See What’s Happening on the Farm!
Now this is how you shake the pecans out of a tree!
Using the truck to pull one rake and tractor for the second rate. Finished raking bad baking just barely beating the rain!
Juliet celebrated her birthday at Scurlock Farms and said she had always wanted to learn to milk a cow or a goat. David showed her how and she learned to milk a goat very quickly!
Triplets just born! Notice the size of the white and brown one – he is twice as large as the smallest!

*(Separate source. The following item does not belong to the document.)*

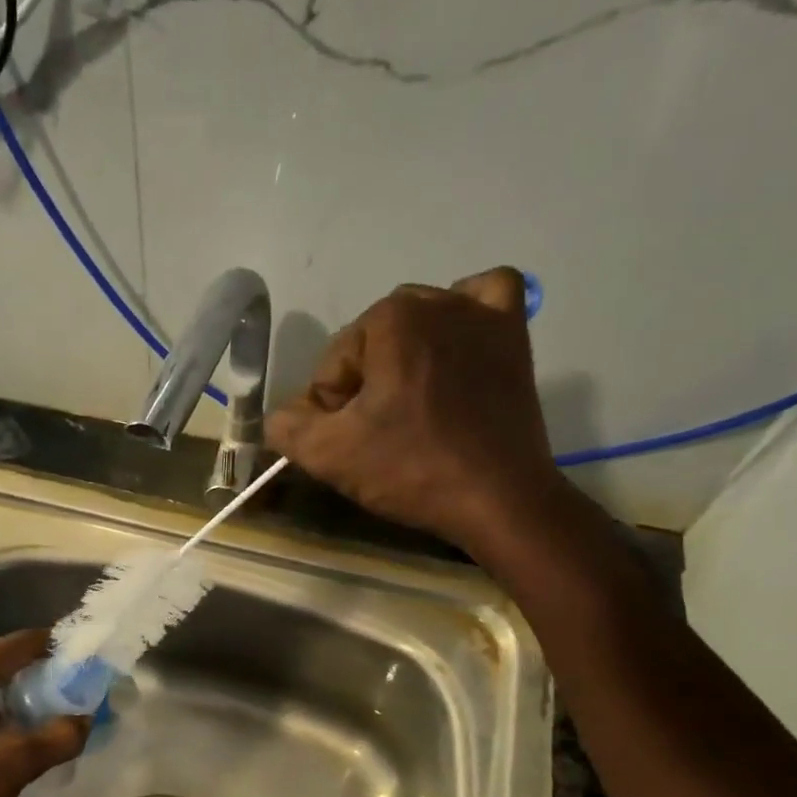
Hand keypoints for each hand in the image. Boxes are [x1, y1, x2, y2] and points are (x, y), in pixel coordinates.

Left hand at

This baby Roadrunner fell out of his nest too early. We could not reach the nest, even with our tallest extension ladder. Mama led him into heavy brush. Read more here: https://scurlockfarms.com/birds-willi…
This Great Horned Owl was filmed with an infra-red night scope at Scurlock Farms. When David began videoing, the owl was sitting on the ground, and he thought it was a coyote! Then the owl began flying towards him and looked like a UFO before it lit on an electric line just above him.
Watch for the spider to disable his victim, then wrap him up cor a future meal. Beauty and drama at the same time at Scurlock Farms!
Droplets of water on a spider’s web look like diamonds. A little green bug got caught and out came the spider to wrap the bug up and have a future dinner!
Dan is leading a frantic mama goat to the barn as he holds her newborn baby. Coyotes have taken 34 goats in the past few months!
This Black Vulture was sitting on an old sharecropper’s home on Scurlock Farms. They don’t smell so hang out with the American Vultures. The Black Vulture has silver on his wing tips, where the American Vulture has silver all the way down the wing.
This hen just laid an egg in a pile of leaves in the carport. When she saw me, she started picking up leaves in her beak and throwing them behind her – as if she were hiding them from me! Three other hens also liked the new spot and left their eggs in the leaves.
It was a little crowded on Dan’s work bench with three large hens competing for space! The egg being rolled around ended up on the floor! 3 eggs survived.
These beautiful birds did not like it when I stopped on the Little Mankin’s bridge a couple of miles from Scurlock Farms. Yesterday I saw 10 Great Blue Herons on nests at their foolery on Scurlock Farms, along with many Double Created Cormorants and about 20 Snowey Egrets. Love this time of the year!!
This Mockingbird was about 5′ from me on the Polaris as we cleaned a burn pile in the top pasture. Did you know 2/3 of all birds seen in Texas are seen in Williamson County? Scurlock Farms is a bird watchers delight with heavy woods, prairie, and wetlands along the river.